Historia

LEGIÓN TEBANA

Legión Tebana es el nombre de una leyenda que se centra en la localidad de St. Maurice, en el cantón de Valais, Suiza, aunque también en otras partes de Suiza, Italia y el bajo Rin.

Martirio de San Mauricio y la Legión Tebana, por El Greco
Martirio de San Mauricio y la Legión Tebana, por El Greco
En su forma más antigua y simple, según una passio atribuida a Euquerio, obispo de Lyón, el emperador Maximiano (285-310) tuvo bajo su mando la legión llamada Tebana, consistente de 6.600 hombres enviados desde el este. Todos eran cristianos y rechazaron obedecer el mandato imperial de tomar parte en la persecución de sus compañeros cristianos. Maximiano, que entonces estaba acampado en Octodurum (Martigny al pie del San Bernardo), diezmó dos veces la legión y cuando los supervivientes a exhortación de su dirigente Mauricio permanecieron firmes, mandó matarlos a todos. Entre los mártires estaba Gereon, en cuyo honor existió una iglesia en Colonia. Las versiones posteriores de la leyenda simplemente añaden detalles.

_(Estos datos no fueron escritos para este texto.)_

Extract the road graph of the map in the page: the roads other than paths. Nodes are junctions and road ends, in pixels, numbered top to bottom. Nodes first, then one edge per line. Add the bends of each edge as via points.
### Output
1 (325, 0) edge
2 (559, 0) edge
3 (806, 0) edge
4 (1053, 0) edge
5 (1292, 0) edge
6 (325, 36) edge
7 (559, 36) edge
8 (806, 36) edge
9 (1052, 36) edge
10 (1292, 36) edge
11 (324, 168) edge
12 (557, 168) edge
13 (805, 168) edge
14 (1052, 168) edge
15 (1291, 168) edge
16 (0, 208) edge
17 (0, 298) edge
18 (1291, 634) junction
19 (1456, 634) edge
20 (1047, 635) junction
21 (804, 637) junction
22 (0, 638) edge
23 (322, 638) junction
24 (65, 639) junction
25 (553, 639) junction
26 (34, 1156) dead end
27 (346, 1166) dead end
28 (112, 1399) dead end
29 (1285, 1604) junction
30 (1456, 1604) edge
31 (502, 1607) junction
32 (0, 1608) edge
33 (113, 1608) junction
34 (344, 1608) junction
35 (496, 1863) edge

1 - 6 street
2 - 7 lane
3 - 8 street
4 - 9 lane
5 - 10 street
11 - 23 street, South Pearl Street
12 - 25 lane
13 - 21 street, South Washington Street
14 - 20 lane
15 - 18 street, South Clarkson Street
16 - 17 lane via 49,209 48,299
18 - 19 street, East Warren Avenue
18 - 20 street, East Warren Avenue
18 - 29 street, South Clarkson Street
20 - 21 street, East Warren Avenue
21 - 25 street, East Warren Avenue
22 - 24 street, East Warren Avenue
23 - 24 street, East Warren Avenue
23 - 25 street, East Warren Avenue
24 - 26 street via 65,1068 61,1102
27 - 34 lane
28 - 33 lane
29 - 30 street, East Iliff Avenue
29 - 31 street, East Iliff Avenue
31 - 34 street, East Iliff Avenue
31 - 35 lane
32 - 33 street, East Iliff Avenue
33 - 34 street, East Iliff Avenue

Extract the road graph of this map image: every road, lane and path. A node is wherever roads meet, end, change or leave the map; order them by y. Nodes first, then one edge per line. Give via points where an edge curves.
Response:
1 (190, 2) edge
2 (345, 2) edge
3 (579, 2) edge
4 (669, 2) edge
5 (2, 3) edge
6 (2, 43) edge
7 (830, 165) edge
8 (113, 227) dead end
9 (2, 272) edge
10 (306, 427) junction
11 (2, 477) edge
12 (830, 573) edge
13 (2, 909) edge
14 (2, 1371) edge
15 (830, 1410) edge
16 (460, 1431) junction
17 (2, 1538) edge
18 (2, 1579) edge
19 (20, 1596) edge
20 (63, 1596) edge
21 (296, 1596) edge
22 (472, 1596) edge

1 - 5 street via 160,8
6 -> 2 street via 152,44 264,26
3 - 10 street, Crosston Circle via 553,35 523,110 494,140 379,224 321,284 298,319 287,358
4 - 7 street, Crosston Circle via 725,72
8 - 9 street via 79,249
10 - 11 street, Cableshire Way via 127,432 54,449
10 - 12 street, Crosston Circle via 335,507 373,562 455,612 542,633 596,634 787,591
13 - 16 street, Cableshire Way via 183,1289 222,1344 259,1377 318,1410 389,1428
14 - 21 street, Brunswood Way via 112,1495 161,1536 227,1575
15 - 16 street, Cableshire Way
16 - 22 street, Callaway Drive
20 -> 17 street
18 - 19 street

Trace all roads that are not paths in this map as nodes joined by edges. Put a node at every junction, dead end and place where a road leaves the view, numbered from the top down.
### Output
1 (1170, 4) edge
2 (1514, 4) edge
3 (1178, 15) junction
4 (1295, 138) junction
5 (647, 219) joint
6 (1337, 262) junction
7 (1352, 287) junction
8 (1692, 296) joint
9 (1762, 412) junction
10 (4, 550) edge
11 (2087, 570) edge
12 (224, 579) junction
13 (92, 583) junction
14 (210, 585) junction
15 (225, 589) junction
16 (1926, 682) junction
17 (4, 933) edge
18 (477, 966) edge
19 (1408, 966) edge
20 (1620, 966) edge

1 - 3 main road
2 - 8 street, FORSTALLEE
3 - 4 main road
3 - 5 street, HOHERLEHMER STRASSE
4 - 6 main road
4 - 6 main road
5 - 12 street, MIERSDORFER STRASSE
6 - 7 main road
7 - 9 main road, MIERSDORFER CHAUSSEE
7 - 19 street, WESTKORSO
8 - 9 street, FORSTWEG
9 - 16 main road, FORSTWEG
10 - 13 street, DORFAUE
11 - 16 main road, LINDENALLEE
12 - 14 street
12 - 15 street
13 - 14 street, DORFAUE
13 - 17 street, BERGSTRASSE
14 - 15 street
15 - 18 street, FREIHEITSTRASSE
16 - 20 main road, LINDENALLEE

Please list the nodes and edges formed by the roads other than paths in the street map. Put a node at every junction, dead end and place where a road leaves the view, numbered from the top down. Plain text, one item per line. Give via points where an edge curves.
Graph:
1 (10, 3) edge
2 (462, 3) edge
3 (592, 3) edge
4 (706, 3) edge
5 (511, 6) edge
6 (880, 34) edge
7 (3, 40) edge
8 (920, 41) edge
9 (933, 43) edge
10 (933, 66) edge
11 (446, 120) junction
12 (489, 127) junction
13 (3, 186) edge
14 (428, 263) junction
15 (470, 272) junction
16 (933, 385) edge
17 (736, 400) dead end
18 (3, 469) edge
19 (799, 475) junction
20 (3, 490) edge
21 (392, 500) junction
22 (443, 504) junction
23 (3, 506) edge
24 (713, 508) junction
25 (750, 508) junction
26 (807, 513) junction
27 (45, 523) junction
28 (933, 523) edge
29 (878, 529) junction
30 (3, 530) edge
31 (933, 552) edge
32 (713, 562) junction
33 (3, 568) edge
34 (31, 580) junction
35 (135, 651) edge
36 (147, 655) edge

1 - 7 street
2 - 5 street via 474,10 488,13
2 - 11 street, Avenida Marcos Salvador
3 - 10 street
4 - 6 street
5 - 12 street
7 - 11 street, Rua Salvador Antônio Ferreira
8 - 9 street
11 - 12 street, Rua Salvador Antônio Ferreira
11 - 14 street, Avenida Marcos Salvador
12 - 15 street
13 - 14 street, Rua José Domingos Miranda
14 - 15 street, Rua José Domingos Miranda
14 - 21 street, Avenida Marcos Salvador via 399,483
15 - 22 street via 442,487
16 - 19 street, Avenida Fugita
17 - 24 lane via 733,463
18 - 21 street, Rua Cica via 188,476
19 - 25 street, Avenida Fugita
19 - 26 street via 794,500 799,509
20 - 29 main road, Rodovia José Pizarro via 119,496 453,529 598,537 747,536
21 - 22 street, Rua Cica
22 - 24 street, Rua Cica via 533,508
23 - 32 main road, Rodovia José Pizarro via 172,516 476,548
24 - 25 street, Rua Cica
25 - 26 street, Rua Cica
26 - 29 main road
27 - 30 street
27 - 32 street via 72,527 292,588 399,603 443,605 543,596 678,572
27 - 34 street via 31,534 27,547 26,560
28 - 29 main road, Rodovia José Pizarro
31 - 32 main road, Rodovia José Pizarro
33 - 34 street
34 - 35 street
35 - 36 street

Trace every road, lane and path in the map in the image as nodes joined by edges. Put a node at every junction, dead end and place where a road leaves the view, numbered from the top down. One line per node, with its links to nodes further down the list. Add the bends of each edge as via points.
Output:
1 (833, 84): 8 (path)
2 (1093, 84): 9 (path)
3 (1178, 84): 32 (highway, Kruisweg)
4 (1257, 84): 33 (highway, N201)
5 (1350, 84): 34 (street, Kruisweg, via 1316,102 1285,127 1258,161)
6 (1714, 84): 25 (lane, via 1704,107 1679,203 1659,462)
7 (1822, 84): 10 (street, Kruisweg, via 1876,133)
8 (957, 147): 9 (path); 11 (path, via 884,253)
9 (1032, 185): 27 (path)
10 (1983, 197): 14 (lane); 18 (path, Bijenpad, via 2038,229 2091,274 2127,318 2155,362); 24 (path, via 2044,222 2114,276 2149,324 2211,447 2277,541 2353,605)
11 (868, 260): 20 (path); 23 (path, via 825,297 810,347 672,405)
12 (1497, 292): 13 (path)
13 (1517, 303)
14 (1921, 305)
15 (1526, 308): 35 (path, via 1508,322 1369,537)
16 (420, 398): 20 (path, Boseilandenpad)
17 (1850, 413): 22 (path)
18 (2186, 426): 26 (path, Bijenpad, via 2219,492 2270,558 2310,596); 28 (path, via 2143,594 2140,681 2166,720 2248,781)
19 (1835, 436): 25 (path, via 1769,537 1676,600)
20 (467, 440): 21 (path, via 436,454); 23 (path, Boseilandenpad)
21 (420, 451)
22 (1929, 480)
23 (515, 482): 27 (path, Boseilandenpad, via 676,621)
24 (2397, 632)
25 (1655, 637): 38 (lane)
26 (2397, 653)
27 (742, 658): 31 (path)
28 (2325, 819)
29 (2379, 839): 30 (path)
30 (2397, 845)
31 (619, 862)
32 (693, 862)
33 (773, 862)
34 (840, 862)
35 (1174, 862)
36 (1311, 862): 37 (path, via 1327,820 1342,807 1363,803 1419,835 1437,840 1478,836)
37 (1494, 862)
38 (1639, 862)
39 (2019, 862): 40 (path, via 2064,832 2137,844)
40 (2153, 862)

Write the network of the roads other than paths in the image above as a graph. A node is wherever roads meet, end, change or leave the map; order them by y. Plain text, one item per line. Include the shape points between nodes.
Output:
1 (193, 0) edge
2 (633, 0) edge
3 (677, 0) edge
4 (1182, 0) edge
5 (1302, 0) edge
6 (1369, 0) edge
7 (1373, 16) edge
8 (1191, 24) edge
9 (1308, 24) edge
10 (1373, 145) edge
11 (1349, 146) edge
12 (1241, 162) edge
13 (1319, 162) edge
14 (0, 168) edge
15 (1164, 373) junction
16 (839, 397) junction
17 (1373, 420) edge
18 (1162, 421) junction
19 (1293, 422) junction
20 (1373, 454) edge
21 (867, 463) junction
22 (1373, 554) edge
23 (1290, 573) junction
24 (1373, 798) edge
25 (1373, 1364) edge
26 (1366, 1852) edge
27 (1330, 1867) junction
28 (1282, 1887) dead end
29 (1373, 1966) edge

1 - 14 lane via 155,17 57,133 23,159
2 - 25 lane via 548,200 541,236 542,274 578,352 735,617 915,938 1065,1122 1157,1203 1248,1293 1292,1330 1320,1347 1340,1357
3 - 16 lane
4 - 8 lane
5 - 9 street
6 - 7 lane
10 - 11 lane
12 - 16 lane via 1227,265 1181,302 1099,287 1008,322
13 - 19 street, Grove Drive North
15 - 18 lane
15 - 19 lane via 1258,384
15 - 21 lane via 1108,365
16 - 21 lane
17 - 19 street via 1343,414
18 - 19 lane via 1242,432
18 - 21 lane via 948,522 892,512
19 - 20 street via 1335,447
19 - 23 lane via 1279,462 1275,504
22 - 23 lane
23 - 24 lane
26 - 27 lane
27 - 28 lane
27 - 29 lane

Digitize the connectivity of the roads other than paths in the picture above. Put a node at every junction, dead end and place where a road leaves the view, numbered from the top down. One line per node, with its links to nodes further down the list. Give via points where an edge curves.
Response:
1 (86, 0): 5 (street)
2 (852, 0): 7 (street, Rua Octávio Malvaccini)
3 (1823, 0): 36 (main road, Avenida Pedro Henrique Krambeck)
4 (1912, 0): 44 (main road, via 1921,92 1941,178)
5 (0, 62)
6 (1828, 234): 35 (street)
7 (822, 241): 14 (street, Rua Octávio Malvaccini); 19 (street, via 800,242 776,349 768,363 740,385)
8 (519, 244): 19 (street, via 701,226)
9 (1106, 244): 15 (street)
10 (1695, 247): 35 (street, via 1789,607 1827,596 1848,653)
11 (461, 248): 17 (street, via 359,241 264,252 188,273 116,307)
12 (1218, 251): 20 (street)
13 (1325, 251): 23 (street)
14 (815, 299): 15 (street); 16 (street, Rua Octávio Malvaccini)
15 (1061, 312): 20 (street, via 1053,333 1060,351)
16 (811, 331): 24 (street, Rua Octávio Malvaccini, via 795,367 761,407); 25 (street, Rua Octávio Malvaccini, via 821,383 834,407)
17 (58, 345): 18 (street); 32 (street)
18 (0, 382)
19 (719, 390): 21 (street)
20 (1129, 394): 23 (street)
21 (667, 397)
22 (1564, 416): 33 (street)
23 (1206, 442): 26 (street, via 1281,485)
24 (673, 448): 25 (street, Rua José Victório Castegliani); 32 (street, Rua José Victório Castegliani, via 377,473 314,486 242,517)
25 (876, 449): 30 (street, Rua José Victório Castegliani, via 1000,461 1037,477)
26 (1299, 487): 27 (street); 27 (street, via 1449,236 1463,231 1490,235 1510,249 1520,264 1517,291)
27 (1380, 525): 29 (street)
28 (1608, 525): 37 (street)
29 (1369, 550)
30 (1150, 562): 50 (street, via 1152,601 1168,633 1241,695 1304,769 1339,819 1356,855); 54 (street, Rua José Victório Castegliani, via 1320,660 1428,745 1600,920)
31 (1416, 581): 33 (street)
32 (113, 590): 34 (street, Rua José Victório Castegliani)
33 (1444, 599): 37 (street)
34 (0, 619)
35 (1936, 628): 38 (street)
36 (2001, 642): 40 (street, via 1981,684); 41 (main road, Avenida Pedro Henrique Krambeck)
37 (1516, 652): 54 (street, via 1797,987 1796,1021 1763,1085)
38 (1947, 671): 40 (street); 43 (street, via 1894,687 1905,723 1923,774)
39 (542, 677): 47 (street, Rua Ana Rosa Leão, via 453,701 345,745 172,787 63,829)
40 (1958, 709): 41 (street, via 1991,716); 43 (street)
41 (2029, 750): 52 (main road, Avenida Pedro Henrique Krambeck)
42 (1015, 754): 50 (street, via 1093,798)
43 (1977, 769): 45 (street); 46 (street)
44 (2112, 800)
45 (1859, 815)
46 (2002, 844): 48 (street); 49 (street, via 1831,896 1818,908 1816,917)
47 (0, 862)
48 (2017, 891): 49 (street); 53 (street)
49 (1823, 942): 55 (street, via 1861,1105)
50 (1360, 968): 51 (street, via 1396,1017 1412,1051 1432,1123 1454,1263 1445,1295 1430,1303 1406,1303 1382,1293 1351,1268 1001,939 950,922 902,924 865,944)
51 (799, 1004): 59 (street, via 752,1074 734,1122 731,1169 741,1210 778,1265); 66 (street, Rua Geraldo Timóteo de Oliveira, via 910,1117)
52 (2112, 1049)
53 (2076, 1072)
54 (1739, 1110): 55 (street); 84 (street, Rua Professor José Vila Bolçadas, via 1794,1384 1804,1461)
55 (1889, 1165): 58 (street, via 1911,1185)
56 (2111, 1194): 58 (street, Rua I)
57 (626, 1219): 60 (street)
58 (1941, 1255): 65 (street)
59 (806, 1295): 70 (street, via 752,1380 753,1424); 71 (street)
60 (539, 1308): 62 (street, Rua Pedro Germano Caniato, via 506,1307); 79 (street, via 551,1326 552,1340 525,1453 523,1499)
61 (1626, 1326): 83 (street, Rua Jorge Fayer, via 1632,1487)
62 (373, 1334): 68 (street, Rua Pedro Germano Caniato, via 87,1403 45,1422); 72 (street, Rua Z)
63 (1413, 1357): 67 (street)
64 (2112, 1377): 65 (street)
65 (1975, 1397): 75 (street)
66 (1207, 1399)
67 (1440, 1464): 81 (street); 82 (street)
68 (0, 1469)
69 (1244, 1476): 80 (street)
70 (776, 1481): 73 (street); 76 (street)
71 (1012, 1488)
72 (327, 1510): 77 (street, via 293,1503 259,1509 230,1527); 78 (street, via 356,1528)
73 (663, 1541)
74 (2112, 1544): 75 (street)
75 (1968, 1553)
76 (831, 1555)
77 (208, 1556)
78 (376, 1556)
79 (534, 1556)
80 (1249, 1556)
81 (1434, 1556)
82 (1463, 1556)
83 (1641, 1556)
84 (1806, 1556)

La leyenda ha dado origen a una larga controversia. Las Centurias de Magdeburgo declararon que Mauricio era un "ídolo", aunque es el patrón de la ciudad y los protestantes generalmente han negado la credibilidad de la historia. Los católicos se han inclinado más a aceptarla. Se halla en la biografía del abad Romario, probablemente escrita poco después de su muerte en 460, existiendo luego un monasterio en el supuesto sitio del martirio y convirtiéndose en meta de peregrinación. La leyenda se menciona varias veces en el siglo sexto y Gregorio de Tours la conoce en su forma original y también menciona a los tebanos que sufrieron el martirio en el bajo Rin. Que se originó antes de mediados del siglo quinto y que los mártires tebanos eran honrados ya entonces hay que admitirlo. Contra la autenticidad de la leyenda se puede alegar que casi hubo un siglo y medio entre su supuesta ocurrencia y el registro más antiguo de ella, mientras que los contemporáneos y autores antiguos no hacen referencia a la misma. La tradición también sufre de probabilidad inherente. No se conoce ninguna legión tebana que haya existido en ese tiempo y es improbable que un general como Maximiano, por más grande que haya sido su odio hacia los cristianos, mandara matar una legión entera en un tiempo cuando necesitaba sus soldados para frenar a los bárbaros y rebeldes. Sin embargo, la principal objeción a la leyenda es que no puede armonizarse con la historia de la persecución de Diocleciano. Los registros más antiguos varían en cuanto al tiempo y lugar. No fue hasta el 296 o 297 que los cristianos comenzaron a ser sacados del ejército, preparando de este modo el camino para la persecución general. Sin embargo, si la fecha se pone después de 296 la presencia de Maximiano en Valais es extremadamente improbable, pues estaba entonces la mayor parte del tiempo en África y en el bajo Rin. Más aún, a los soldados cristianos les fue dada la elección entre ofrecer sacrificios o ser despedidos, siendo raras las ejecuciones. A la idea de Euquerio de que el martirio tuvo lugar durante la persecución de Diocleciano le falta apoyo histórico, ya que presupone que los soldados cristianos fueron ejecutados en grandes números. Sin embargo, no ocurrieron tales masacres en el oeste, donde las persecuciones cesaron junto con la abdicación de Diocleciano y Maximiano el 1 de mayo de 305.